What you are asked to do:
The records below are to be reproduced exactly, and no picture should appear in the copy.

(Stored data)
[Start of section]

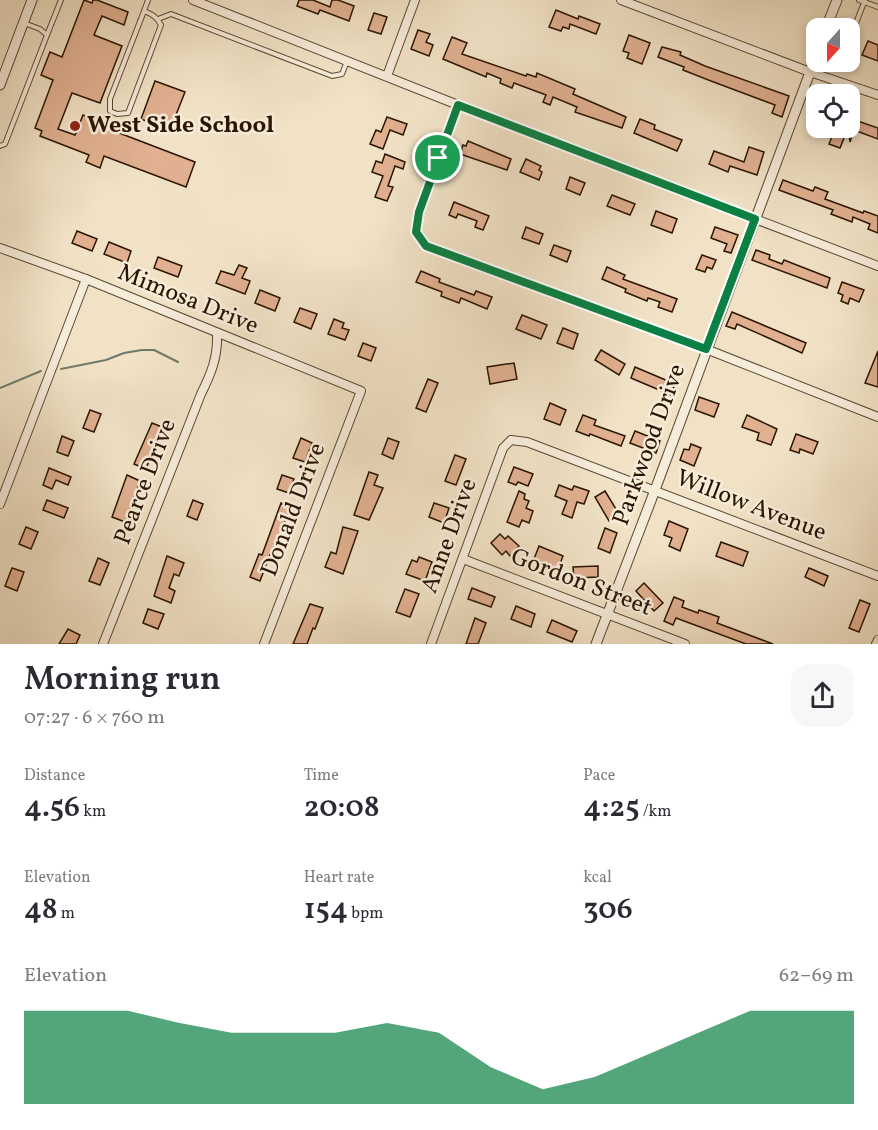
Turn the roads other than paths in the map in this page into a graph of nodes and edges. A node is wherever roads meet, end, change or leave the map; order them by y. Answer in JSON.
{"nodes":[{"id":1,"x":32,"y":0,"type":"edge"},
{"id":2,"x":61,"y":0,"type":"edge"},
{"id":3,"x":148,"y":0,"type":"edge"},
{"id":4,"x":193,"y":0,"type":"edge"},
{"id":5,"x":416,"y":0,"type":"edge"},
{"id":6,"x":621,"y":0,"type":"edge"},
{"id":7,"x":837,"y":0,"type":"edge"},
{"id":8,"x":863,"y":1,"type":"edge"},
{"id":9,"x":878,"y":7,"type":"edge"},
{"id":10,"x":144,"y":11,"type":"junction"},
{"id":11,"x":830,"y":18,"type":"edge"},
{"id":12,"x":857,"y":18,"type":"edge"},
{"id":13,"x":158,"y":19,"type":"junction"},
{"id":14,"x":24,"y":23,"type":"junction"},
{"id":15,"x":47,"y":35,"type":"junction"},
{"id":16,"x":347,"y":61,"type":"junction"},
{"id":17,"x":806,"y":70,"type":"edge"},
{"id":18,"x":810,"y":72,"type":"joint"},
{"id":19,"x":387,"y":76,"type":"junction"},
{"id":20,"x":0,"y":86,"type":"edge"},
{"id":21,"x":878,"y":95,"type":"edge"},
{"id":22,"x":458,"y":105,"type":"junction"},
{"id":23,"x":0,"y":146,"type":"edge"},
{"id":24,"x":755,"y":219,"type":"junction"},
{"id":25,"x":0,"y":248,"type":"edge"},
{"id":26,"x":878,"y":266,"type":"edge"},
{"id":27,"x":86,"y":279,"type":"junction"},
{"id":28,"x":217,"y":334,"type":"junction"},
{"id":29,"x":706,"y":349,"type":"junction"},
{"id":30,"x":361,"y":390,"type":"joint"},
{"id":31,"x":878,"y":417,"type":"edge"},
{"id":32,"x":508,"y":442,"type":"joint"},
{"id":33,"x":655,"y":490,"type":"junction"},
{"id":34,"x":0,"y":504,"type":"edge"},
{"id":35,"x":464,"y":559,"type":"junction"},
{"id":36,"x":878,"y":576,"type":"edge"},
{"id":37,"x":607,"y":614,"type":"junction"},
{"id":38,"x":878,"y":639,"type":"edge"},
{"id":39,"x":104,"y":644,"type":"edge"},
{"id":40,"x":264,"y":644,"type":"edge"},
{"id":41,"x":431,"y":644,"type":"edge"},
{"id":42,"x":596,"y":644,"type":"edge"},
{"id":43,"x":685,"y":644,"type":"edge"},
{"id":44,"x":876,"y":644,"type":"edge"}],
"edges":[{"from":1,"to":14,"type":"street"},
{"from":2,"to":15,"type":"lane"},
{"from":3,"to":10,"type":"lane"},
{"from":4,"to":16,"type":"street"},
{"from":5,"to":19,"type":"street"},
{"from":6,"to":17,"type":"street"},
{"from":7,"to":11,"type":"street"},
{"from":8,"to":9,"type":"lane"},
{"from":8,"to":12,"type":"lane"},
{"from":10,"to":13,"type":"lane"},
{"from":10,"to":13,"type":"lane"},
{"from":13,"to":16,"type":"lane"},
{"from":14,"to":15,"type":"lane"},
{"from":14,"to":20,"type":"street"},
{"from":15,"to":23,"type":"lane"},
{"from":16,"to":19,"type":"street"},
{"from":18,"to":21,"type":"street"},
{"from":18,"to":24,"type":"street","name":"Parkwood Drive"},
{"from":19,"to":22,"type":"street"},
{"from":22,"to":24,"type":"street"},
{"from":22,"to":29,"type":"street"},
{"from":24,"to":26,"type":"street"},
{"from":24,"to":29,"type":"street","name":"Parkwood Drive"},
{"from":25,"to":27,"type":"street","name":"Mimosa Drive"},
{"from":27,"to":28,"type":"street","name":"Mimosa Drive"},
{"from":27,"to":34,"type":"street"},
{"from":28,"to":30,"type":"street","name":"Mimosa Drive"},
{"from":28,"to":39,"type":"street","name":"Pearce Drive"},
{"from":29,"to":31,"type":"street"},
{"from":29,"to":33,"type":"street","name":"Parkwood Drive"},
{"from":30,"to":40,"type":"street","name":"Donald Drive"},
{"from":32,"to":33,"type":"street","name":"Willow Avenue"},
{"from":32,"to":35,"type":"street","name":"Anne Drive"},
{"from":33,"to":36,"type":"street","name":"Willow Avenue"},
{"from":33,"to":37,"type":"street","name":"Parkwood Drive"},
{"from":35,"to":37,"type":"street","name":"Gordon Street"},
{"from":35,"to":41,"type":"street","name":"Anne Drive"},
{"from":37,"to":42,"type":"street","name":"Parkwood Drive"},
{"from":37,"to":43,"type":"street","name":"Gordon Street"},
{"from":38,"to":44,"type":"street"}]}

[End of section]

Task output:
Turn the roads other than paths in the map in this page into a graph of nodes and edges. A node is wherever roads meet, end, change or leave the map; order them by y. Answer in JSON.
{"nodes":[{"id":1,"x":32,"y":0,"type":"edge"},
{"id":2,"x":61,"y":0,"type":"edge"},
{"id":3,"x":148,"y":0,"type":"edge"},
{"id":4,"x":193,"y":0,"type":"edge"},
{"id":5,"x":416,"y":0,"type":"edge"},
{"id":6,"x":621,"y":0,"type":"edge"},
{"id":7,"x":837,"y":0,"type":"edge"},
{"id":8,"x":863,"y":1,"type":"edge"},
{"id":9,"x":878,"y":7,"type":"edge"},
{"id":10,"x":144,"y":11,"type":"junction"},
{"id":11,"x":830,"y":18,"type":"edge"},
{"id":12,"x":857,"y":18,"type":"edge"},
{"id":13,"x":158,"y":19,"type":"junction"},
{"id":14,"x":24,"y":23,"type":"junction"},
{"id":15,"x":47,"y":35,"type":"junction"},
{"id":16,"x":347,"y":61,"type":"junction"},
{"id":17,"x":806,"y":70,"type":"edge"},
{"id":18,"x":810,"y":72,"type":"joint"},
{"id":19,"x":387,"y":76,"type":"junction"},
{"id":20,"x":0,"y":86,"type":"edge"},
{"id":21,"x":878,"y":95,"type":"edge"},
{"id":22,"x":458,"y":105,"type":"junction"},
{"id":23,"x":0,"y":146,"type":"edge"},
{"id":24,"x":755,"y":219,"type":"junction"},
{"id":25,"x":0,"y":248,"type":"edge"},
{"id":26,"x":878,"y":266,"type":"edge"},
{"id":27,"x":86,"y":279,"type":"junction"},
{"id":28,"x":217,"y":334,"type":"junction"},
{"id":29,"x":706,"y":349,"type":"junction"},
{"id":30,"x":361,"y":390,"type":"joint"},
{"id":31,"x":878,"y":417,"type":"edge"},
{"id":32,"x":508,"y":442,"type":"joint"},
{"id":33,"x":655,"y":490,"type":"junction"},
{"id":34,"x":0,"y":504,"type":"edge"},
{"id":35,"x":464,"y":559,"type":"junction"},
{"id":36,"x":878,"y":576,"type":"edge"},
{"id":37,"x":607,"y":614,"type":"junction"},
{"id":38,"x":878,"y":639,"type":"edge"},
{"id":39,"x":104,"y":644,"type":"edge"},
{"id":40,"x":264,"y":644,"type":"edge"},
{"id":41,"x":431,"y":644,"type":"edge"},
{"id":42,"x":596,"y":644,"type":"edge"},
{"id":43,"x":685,"y":644,"type":"edge"},
{"id":44,"x":876,"y":644,"type":"edge"}],
"edges":[{"from":1,"to":14,"type":"street"},
{"from":2,"to":15,"type":"lane"},
{"from":3,"to":10,"type":"lane"},
{"from":4,"to":16,"type":"street"},
{"from":5,"to":19,"type":"street"},
{"from":6,"to":17,"type":"street"},
{"from":7,"to":11,"type":"street"},
{"from":8,"to":9,"type":"lane"},
{"from":8,"to":12,"type":"lane"},
{"from":10,"to":13,"type":"lane"},
{"from":10,"to":13,"type":"lane"},
{"from":13,"to":16,"type":"lane"},
{"from":14,"to":15,"type":"lane"},
{"from":14,"to":20,"type":"street"},
{"from":15,"to":23,"type":"lane"},
{"from":16,"to":19,"type":"street"},
{"from":18,"to":21,"type":"street"},
{"from":18,"to":24,"type":"street","name":"Parkwood Drive"},
{"from":19,"to":22,"type":"street"},
{"from":22,"to":24,"type":"street"},
{"from":22,"to":29,"type":"street"},
{"from":24,"to":26,"type":"street"},
{"from":24,"to":29,"type":"street","name":"Parkwood Drive"},
{"from":25,"to":27,"type":"street","name":"Mimosa Drive"},
{"from":27,"to":28,"type":"street","name":"Mimosa Drive"},
{"from":27,"to":34,"type":"street"},
{"from":28,"to":30,"type":"street","name":"Mimosa Drive"},
{"from":28,"to":39,"type":"street","name":"Pearce Drive"},
{"from":29,"to":31,"type":"street"},
{"from":29,"to":33,"type":"street","name":"Parkwood Drive"},
{"from":30,"to":40,"type":"street","name":"Donald Drive"},
{"from":32,"to":33,"type":"street","name":"Willow Avenue"},
{"from":32,"to":35,"type":"street","name":"Anne Drive"},
{"from":33,"to":36,"type":"street","name":"Willow Avenue"},
{"from":33,"to":37,"type":"street","name":"Parkwood Drive"},
{"from":35,"to":37,"type":"street","name":"Gordon Street"},
{"from":35,"to":41,"type":"street","name":"Anne Drive"},
{"from":37,"to":42,"type":"street","name":"Parkwood Drive"},
{"from":37,"to":43,"type":"street","name":"Gordon Street"},
{"from":38,"to":44,"type":"street"}]}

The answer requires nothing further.